Problem details: Which of the lines below hold the word "Pornic"? Pull each of them out.

[Extracted records]
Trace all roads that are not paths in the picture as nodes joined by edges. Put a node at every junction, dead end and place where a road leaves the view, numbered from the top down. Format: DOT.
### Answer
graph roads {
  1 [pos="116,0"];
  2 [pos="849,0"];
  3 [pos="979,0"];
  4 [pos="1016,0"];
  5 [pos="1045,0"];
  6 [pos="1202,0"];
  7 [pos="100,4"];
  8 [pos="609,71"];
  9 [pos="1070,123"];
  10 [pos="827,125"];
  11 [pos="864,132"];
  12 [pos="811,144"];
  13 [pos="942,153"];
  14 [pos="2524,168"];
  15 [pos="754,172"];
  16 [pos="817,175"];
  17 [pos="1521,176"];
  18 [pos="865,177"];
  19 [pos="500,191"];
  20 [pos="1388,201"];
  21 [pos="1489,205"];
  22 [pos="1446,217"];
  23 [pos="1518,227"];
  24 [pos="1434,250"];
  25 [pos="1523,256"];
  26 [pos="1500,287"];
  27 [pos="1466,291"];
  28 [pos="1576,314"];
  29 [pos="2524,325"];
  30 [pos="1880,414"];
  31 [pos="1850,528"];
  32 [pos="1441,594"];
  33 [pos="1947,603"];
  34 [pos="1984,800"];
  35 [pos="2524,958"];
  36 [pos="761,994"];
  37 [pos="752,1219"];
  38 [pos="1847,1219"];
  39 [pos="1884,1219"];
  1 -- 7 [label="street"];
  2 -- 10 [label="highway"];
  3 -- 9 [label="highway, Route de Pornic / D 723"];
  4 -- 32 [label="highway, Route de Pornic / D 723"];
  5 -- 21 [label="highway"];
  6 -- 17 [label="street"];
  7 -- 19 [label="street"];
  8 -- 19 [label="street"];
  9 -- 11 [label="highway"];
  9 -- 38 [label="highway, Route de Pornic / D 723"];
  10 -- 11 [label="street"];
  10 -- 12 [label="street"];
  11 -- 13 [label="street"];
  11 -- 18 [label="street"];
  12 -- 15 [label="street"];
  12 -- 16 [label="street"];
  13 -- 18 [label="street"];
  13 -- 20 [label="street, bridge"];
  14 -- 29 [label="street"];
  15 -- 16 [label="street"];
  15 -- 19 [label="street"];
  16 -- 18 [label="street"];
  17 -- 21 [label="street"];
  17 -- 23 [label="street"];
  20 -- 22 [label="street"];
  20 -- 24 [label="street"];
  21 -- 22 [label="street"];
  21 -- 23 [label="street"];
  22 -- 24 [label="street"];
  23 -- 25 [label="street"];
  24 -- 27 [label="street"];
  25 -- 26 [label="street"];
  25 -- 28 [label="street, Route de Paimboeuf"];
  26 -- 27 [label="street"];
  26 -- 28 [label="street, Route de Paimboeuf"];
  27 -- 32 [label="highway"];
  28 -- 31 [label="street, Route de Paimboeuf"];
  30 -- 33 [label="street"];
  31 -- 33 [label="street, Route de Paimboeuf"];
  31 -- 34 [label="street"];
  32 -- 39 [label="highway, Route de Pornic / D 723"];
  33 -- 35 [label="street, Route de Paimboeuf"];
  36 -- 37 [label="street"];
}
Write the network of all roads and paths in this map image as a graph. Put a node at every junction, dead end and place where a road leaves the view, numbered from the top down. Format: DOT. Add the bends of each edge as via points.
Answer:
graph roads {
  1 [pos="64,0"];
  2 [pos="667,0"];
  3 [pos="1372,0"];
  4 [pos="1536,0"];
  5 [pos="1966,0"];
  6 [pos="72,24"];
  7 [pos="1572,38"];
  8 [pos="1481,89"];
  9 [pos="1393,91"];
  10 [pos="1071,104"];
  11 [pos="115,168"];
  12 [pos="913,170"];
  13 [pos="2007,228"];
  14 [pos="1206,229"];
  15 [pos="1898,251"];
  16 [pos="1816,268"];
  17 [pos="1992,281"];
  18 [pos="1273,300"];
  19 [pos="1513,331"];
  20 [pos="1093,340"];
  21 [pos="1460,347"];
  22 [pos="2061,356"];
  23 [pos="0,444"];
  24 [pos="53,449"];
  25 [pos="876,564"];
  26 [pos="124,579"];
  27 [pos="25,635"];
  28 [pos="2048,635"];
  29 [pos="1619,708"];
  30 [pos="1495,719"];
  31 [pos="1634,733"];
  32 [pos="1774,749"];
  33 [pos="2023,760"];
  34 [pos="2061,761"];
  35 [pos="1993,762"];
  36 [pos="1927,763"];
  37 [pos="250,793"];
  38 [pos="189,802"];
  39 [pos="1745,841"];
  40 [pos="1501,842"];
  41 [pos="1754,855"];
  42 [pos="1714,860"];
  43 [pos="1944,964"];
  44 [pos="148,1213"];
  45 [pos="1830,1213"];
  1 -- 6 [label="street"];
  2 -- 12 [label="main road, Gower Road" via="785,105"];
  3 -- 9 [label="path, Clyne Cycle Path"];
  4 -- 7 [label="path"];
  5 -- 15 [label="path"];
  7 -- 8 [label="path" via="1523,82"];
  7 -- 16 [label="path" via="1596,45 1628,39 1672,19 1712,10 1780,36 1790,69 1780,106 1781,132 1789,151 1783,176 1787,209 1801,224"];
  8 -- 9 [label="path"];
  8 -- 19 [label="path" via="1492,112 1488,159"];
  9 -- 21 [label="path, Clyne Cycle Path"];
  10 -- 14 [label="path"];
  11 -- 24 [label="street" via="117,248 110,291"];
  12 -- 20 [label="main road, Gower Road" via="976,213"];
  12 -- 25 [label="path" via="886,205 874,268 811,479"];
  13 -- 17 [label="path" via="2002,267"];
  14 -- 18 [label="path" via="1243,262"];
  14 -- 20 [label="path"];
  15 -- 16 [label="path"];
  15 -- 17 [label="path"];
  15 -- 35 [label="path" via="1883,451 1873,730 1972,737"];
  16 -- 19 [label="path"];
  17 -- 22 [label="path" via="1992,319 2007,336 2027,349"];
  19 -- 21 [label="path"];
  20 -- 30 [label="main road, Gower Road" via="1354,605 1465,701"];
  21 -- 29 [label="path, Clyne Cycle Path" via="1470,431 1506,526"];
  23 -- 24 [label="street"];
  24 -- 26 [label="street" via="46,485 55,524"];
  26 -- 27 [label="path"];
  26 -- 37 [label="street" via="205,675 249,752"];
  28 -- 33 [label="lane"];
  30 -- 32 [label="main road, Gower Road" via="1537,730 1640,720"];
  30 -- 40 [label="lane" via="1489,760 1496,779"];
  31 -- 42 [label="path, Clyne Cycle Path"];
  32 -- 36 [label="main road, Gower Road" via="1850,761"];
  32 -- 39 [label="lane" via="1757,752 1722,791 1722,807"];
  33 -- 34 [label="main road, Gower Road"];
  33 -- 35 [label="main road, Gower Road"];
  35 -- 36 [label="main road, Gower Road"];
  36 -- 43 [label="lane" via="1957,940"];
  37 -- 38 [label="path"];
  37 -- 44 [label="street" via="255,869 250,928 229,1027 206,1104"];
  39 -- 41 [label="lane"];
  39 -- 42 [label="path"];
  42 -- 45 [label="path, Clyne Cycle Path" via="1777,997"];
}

Worked solution:
  3 -- 9 [label="highway, Route de Pornic / D 723"];
  4 -- 32 [label="highway, Route de Pornic / D 723"];
  9 -- 38 [label="highway, Route de Pornic / D 723"];
  32 -- 39 [label="highway, Route de Pornic / D 723"];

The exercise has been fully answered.